[ptsefton.com] | [CV & Bio]

General purpose document formats, again

2004-12-01

Emacs-addicted geek Jon Udell, who is not to be dismissed lightly has returned to the topic of open document formats vs custom schemas and where XHTML fits in. I have been working with the software development team at USQ's Distance and e-Learning Centre on this issue, and we are looking at bridging the gap between generic/general purpose and custom formats.

Jon revisits Tim Bray's piece suggesting that XHTML might be a better choice than a custom XML dialect in many situations:

No, I'm not saying that everyone should use XHTML or the OpenOffice.org formats for every document in the world. But I do think that the cost of rolling your own is a lot higher than you think, and you should really try to avoid doing that if you possibly can.

Jon's conclusion:

I'm not ready to go along with the other conclusion he reaches in that posting -- that custom schemas are a red herring. But I agree that XHTML is more valuable than most people think. For the vast majority of useful documents, it can have as much structure as we need, and for the rest it can be extended internally with namespaced inclusions. But the real power arises from its hypertextual nature. For me, increasingly, there is no office, and there is no desktop, there is only a network of linked documents. A successful open document format will have to be supremely well-adapted to that environment, as XHTML is.

I have written on this matter numerous times and started the slow-moving Word Processor Interoperability project (which does at least have a template to download now) to look into a practical implementation of Tim Bray's idea.

I am now investigating this in new context. At USQ there is a custom schema for courseware for print, web and CD delivery, known as GOOD (Jacek Radajewski will present a poster on GOOD at the Ninth Australasian Document Computing Symposium (ADCS 2004), December 13 in Melbourne).

We are considering doing both: maintaining the custom schema at the back end, with a more flexible front-end system for creating content. Obviously, a generic general-purpose document format is more permissive than the back-end GOOD, so there will be some intervention to get documents from the authoring system 'up the hill' into GOOD. I think we have a few tricks that will minimize the manual conversion process, though.

The GOOD system is a custom schema (expressed as a DTD) - with chapter-level elements that structure the overall flow of course materials in a standard way across a large corpus of offerings, and a content model that is appropriate for educational content. It also has an assessment module that can drive both print and computerized quizzing with hooks into the University grade-book at the back end, in PeopleSoft.

GOOD is now used in the Distance and e-Learning Centre, and by a some course leaders. It produces print, web and CD offerings automatically from the XML source. To get it into wider use I have been asked to look at an easy-to-approach, cross-platform editing system. One thing that we are exploring is to use XHTML as the basis of an easier-to edit format, with the target remaining the GOOD system for production.

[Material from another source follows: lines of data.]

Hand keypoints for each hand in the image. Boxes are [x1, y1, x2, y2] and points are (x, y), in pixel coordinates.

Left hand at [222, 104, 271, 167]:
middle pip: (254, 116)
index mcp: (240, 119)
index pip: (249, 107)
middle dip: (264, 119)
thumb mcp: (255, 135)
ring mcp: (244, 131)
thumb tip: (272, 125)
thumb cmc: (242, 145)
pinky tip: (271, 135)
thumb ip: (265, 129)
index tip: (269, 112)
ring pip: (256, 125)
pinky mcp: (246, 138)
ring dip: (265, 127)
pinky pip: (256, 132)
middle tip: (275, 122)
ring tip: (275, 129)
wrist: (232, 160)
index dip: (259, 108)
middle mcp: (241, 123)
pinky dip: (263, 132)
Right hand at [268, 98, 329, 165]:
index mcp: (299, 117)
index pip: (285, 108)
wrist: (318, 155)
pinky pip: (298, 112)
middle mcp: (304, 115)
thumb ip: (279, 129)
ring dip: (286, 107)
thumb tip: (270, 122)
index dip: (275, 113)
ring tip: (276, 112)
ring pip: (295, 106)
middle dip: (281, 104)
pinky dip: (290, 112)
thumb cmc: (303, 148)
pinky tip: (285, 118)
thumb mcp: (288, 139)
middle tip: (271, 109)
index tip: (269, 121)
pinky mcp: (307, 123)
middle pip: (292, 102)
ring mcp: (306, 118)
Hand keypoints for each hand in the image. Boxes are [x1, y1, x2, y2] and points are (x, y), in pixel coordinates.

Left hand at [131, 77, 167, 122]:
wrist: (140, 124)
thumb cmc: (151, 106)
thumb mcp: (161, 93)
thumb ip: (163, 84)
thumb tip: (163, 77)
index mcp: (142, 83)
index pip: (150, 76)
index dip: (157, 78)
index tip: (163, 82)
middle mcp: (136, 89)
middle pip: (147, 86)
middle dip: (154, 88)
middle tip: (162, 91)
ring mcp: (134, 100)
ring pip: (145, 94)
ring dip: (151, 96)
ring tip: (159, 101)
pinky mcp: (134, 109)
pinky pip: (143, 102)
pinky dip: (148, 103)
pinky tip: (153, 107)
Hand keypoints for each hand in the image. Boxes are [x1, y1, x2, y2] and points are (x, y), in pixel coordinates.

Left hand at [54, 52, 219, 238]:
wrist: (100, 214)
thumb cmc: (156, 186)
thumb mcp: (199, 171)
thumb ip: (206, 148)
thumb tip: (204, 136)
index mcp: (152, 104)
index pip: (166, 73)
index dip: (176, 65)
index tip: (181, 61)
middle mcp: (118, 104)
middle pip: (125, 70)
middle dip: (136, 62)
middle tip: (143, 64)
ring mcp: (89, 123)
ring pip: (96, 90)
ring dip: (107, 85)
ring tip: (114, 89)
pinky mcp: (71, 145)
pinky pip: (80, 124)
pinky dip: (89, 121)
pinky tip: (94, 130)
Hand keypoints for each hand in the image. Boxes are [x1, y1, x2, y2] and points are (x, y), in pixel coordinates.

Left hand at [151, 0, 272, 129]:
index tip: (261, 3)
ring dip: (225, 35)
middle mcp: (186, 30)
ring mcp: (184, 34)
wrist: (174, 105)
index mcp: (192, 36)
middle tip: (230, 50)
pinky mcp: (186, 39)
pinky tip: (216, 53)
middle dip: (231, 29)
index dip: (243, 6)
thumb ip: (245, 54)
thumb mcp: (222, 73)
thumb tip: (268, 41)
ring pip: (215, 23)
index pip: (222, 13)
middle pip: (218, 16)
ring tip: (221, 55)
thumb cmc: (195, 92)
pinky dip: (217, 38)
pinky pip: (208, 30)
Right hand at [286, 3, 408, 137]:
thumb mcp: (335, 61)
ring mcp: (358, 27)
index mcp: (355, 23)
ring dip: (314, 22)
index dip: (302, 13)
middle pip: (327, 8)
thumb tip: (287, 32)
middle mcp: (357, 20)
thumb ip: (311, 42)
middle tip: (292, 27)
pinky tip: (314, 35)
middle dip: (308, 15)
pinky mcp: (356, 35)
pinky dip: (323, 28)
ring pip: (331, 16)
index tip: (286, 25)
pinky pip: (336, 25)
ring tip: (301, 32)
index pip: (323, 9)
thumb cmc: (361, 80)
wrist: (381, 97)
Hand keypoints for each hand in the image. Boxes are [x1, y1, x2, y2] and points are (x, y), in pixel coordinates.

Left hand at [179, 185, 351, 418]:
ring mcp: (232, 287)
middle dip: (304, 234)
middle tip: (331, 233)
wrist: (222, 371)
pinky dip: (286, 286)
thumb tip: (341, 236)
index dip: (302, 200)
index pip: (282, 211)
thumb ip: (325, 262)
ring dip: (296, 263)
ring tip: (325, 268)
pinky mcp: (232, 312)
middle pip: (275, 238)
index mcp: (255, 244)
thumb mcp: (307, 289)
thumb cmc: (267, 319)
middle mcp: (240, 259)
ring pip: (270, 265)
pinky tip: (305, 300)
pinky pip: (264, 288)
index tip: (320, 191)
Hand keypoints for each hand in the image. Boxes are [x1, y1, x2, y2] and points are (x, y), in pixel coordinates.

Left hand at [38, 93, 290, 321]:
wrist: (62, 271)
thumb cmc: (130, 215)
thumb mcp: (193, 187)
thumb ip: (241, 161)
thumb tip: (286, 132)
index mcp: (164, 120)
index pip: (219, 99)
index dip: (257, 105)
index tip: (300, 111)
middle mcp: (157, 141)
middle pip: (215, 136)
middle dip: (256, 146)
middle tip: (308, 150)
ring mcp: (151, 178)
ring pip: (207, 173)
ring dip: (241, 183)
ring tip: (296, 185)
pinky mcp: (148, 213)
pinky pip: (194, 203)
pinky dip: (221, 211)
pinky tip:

It is early days yet, but these are the ingredients we are considering for the new system (and we will be seeking further input and pilot users from the university):

It is important to remember that at the low level of granularity there would be a relatively free form 'canvas' to draw on, using something not too far from XHTML, with its generic heading, table and list elements, but with domain specific extensions for things like activities, or learning outcomes. The extensions would be implemented in the Word processor using the least-ugly hacks available. At a higher level, there would be a schema-like content system that would stitch the smaller granules together according to domain specific rules, so you would be able to specify the top level structure of a course and have it drive the content management system; at least that level would be guaranteed to comply with the house schema.

I know that such a system, with high-level schematization that ties together loosely structured granules can work well, as we used it in NextEd's Continuous Publishing System (CPS), described here in this poster paper for AUSWEB04, but the CPS was not trying to map to a complex schema. How much human intervention will be required to map word processor-produced or edited content, where it is virtually impossible to enforce constraints on structure, back to the GOOD structure is an open question; we will have to find out from trials.

$LastChangedDate: 2004-12-01 01:29:05 -0600 (Wed, 01 Dec 2004) $ $Rev: 108 $